◆ **Directions for this task**
Among the entries, which lines carry the string "Whinney"? Copy each of them.

Stored data entries
***
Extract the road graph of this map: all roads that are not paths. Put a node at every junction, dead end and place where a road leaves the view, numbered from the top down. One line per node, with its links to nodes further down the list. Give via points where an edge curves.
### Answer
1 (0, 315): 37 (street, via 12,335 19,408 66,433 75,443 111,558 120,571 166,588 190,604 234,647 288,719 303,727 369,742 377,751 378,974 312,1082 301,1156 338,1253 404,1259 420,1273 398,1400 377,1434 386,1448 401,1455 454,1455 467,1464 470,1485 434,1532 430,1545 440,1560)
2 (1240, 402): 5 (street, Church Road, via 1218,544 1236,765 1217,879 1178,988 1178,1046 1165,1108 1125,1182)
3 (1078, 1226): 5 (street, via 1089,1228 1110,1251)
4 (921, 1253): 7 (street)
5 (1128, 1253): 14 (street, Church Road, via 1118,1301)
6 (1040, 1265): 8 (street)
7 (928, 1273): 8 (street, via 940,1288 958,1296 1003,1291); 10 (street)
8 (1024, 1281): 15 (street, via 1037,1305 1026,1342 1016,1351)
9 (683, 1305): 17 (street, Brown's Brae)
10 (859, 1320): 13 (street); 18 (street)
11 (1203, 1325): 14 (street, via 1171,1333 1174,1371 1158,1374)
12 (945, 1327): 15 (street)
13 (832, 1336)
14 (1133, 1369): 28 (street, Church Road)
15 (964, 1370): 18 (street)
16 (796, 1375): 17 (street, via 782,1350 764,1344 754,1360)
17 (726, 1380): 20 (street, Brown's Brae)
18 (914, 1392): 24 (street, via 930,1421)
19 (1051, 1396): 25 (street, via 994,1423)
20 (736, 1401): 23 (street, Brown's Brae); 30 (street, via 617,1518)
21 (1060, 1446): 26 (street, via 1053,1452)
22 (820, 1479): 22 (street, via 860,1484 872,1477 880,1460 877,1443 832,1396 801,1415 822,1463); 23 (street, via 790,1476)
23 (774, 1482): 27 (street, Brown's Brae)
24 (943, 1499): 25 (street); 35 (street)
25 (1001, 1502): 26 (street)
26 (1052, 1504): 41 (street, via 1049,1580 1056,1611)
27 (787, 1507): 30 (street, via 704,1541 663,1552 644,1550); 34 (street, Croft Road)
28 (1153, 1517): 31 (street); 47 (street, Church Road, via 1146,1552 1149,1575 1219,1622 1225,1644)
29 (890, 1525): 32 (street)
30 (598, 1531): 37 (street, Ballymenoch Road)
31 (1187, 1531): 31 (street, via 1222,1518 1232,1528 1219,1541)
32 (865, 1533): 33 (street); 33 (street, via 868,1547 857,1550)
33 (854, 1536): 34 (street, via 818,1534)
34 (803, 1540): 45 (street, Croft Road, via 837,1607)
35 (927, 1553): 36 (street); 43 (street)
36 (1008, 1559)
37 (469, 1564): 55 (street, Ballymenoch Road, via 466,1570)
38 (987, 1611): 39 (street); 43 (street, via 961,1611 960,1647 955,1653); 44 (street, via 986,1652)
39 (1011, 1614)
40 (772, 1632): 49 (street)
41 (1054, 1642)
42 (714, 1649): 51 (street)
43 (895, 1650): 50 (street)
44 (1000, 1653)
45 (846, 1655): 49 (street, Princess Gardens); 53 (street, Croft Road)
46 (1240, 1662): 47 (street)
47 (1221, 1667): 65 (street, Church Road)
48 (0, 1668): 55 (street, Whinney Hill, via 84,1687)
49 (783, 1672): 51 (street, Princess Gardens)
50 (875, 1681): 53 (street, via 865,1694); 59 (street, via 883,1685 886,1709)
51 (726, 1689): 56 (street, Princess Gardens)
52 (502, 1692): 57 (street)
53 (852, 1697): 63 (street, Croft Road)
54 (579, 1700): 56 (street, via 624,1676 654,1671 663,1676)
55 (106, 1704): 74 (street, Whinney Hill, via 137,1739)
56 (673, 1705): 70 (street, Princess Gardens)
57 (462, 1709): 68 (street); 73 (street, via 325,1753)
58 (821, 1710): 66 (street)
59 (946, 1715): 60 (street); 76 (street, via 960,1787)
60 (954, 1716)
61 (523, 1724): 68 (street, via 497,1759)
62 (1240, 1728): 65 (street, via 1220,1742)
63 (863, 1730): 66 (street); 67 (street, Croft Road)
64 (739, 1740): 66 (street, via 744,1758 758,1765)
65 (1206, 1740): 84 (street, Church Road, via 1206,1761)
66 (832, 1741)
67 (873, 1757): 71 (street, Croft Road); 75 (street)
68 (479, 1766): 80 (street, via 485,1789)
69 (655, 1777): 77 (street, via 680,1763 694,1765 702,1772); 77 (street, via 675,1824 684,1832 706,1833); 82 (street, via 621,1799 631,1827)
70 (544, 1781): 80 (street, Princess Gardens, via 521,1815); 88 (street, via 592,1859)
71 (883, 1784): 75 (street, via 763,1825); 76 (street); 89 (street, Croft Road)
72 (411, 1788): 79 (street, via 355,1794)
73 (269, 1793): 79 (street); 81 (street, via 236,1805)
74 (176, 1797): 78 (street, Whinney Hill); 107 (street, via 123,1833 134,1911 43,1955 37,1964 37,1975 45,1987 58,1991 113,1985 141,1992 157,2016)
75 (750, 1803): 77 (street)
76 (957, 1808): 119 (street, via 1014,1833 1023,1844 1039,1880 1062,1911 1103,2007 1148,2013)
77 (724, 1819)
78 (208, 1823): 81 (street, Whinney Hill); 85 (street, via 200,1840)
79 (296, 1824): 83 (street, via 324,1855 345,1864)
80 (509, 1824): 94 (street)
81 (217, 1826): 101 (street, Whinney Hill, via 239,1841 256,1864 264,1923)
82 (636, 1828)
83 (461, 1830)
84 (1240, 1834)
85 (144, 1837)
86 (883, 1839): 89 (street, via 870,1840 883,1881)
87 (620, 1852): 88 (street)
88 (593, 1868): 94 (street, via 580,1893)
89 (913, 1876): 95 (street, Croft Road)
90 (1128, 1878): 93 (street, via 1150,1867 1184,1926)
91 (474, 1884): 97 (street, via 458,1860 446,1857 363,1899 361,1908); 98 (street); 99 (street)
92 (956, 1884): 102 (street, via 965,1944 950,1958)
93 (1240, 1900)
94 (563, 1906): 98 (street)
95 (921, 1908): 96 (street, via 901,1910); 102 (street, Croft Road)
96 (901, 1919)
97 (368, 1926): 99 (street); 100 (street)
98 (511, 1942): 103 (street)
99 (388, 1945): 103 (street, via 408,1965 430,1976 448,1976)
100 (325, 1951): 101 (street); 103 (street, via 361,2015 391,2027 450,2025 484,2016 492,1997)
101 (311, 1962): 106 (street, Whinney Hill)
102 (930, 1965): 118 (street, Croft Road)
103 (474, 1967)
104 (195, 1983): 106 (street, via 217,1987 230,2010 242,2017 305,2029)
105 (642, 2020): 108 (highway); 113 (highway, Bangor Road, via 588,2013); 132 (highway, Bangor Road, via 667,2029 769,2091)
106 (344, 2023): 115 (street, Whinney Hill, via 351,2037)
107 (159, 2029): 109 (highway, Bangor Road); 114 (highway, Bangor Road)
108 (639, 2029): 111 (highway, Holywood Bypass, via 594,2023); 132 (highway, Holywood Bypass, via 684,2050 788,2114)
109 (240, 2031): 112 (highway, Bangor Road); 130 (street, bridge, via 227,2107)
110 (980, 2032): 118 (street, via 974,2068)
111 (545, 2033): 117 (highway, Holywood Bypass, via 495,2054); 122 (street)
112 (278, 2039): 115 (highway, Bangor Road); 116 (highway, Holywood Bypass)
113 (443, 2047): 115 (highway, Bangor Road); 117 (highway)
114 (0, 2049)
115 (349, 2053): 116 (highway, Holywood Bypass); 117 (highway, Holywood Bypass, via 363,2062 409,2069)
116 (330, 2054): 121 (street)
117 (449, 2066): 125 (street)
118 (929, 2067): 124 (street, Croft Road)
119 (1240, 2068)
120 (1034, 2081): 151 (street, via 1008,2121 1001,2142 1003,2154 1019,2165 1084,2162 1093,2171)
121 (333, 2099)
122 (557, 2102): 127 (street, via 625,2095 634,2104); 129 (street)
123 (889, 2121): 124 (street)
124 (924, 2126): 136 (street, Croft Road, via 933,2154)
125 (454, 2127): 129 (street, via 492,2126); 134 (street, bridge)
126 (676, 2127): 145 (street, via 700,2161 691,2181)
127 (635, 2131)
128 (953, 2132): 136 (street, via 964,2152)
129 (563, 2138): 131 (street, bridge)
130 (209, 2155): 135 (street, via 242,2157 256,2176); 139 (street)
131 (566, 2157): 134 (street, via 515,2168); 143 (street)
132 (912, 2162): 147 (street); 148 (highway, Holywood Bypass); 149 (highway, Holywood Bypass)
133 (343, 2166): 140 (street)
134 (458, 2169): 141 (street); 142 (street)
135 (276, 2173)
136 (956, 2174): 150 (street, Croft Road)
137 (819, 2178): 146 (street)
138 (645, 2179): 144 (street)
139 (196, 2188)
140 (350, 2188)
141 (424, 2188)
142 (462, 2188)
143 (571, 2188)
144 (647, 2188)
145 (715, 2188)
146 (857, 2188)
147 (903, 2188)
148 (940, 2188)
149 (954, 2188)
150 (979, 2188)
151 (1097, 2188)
***
◆ **Result**
48 (0, 1668): 55 (street, Whinney Hill, via 84,1687)
55 (106, 1704): 74 (street, Whinney Hill, via 137,1739)
74 (176, 1797): 78 (street, Whinney Hill); 107 (street, via 123,1833 134,1911 43,1955 37,1964 37,1975 45,1987 58,1991 113,1985 141,1992 157,2016)
78 (208, 1823): 81 (street, Whinney Hill); 85 (street, via 200,1840)
81 (217, 1826): 101 (street, Whinney Hill, via 239,1841 256,1864 264,1923)
101 (311, 1962): 106 (street, Whinney Hill)
106 (344, 2023): 115 (street, Whinney Hill, via 351,2037)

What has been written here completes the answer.